Ring added that European Aeronautic Defense and Space Co. would increase the dividend paid to its shareholders if growth targets are met.

The A400M program was saved last month when its European partner nations agreed to provide a $4.6 billion bailout.

Seven nations have ordered the A400M military transport aircraft from Airbus Military, but most of them, including Germany and Britain, have scaled back orders due to budget pressures and because the plane has become more expensive than anticipated.

Agreed to in 2003, The A400M program was originally to cost $27 billion, but according to a recent study, final costs could now rise to $44 billion. The program is three to four years behind schedule.

A fully operational version won't be ready until 2018, the Financial Times Deutschland newspaper reported last month, citing documents for the defense committee of the German Parliament.

France expects to receive the first planes in 2013, but those will be basic versions; Germany will get the first A400M planes in late 2014, the newspaper said. Airbus will cut back on the sales price of the basic planes and upgrade them at its own expense.

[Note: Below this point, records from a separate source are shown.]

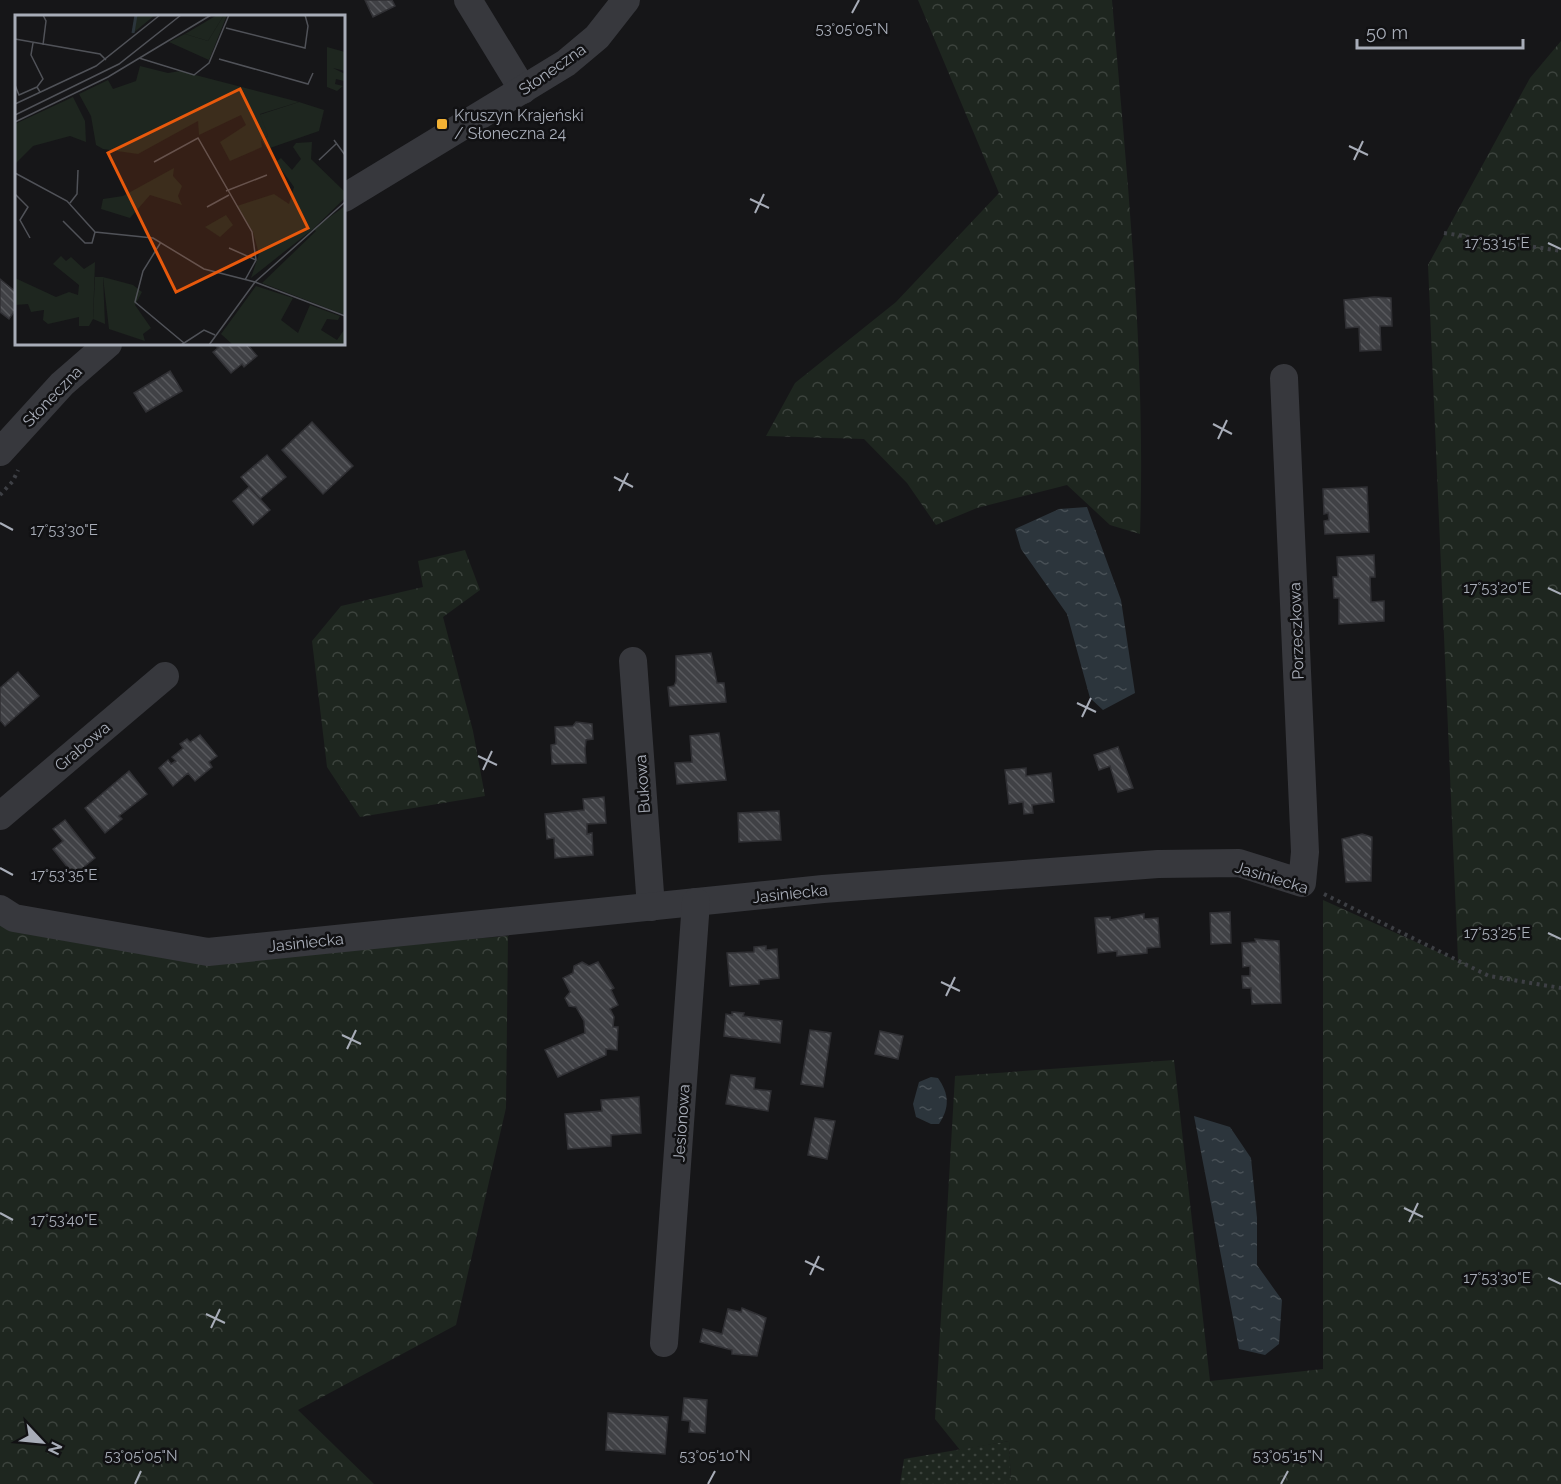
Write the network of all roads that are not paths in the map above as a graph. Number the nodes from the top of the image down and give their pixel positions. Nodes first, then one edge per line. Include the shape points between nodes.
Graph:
1 (468, 0) edge
2 (626, 0) edge
3 (523, 90) junction
4 (345, 197) edge
5 (107, 345) edge
6 (1284, 378) dead end
7 (0, 452) edge
8 (633, 661) dead end
9 (165, 676) dead end
10 (0, 816) edge
11 (1302, 883) joint
12 (696, 902) junction
13 (651, 907) junction
14 (0, 909) edge
15 (664, 1343) dead end

1 - 3 street
2 - 3 street, Słoneczna via 597,37 566,63
3 - 4 street, Słoneczna
5 - 7 street, Słoneczna via 62,384
6 - 11 street, Porzeczkowa via 1305,852
8 - 13 street, Bukowa
9 - 10 street, Grabowa
11 - 12 street, Jasiniecka via 1239,863 1158,864
12 - 13 street, Jasiniecka
12 - 15 street, Jesionowa
13 - 14 street, Jasiniecka via 208,952 14,918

The partner countries desperately need a new freighter plane: Britain is eager to modernize its fleet of Hercules and C-17 carriers, worn by the mission in Afghanistan; and France and Germany want new transport planes to replace their 40-year-old C-160 Transall machines, which are slow and inflexible.

Airbus claims the A400M can carry double the load of the hugely popular Lockheed C130 Hercules, also a four-engine turboprop, and is more fuel efficient than the jet-powered Boeing C-17.

Britain, Germany, France, Spain, Belgium, Luxembourg and Turkey are involved in the program.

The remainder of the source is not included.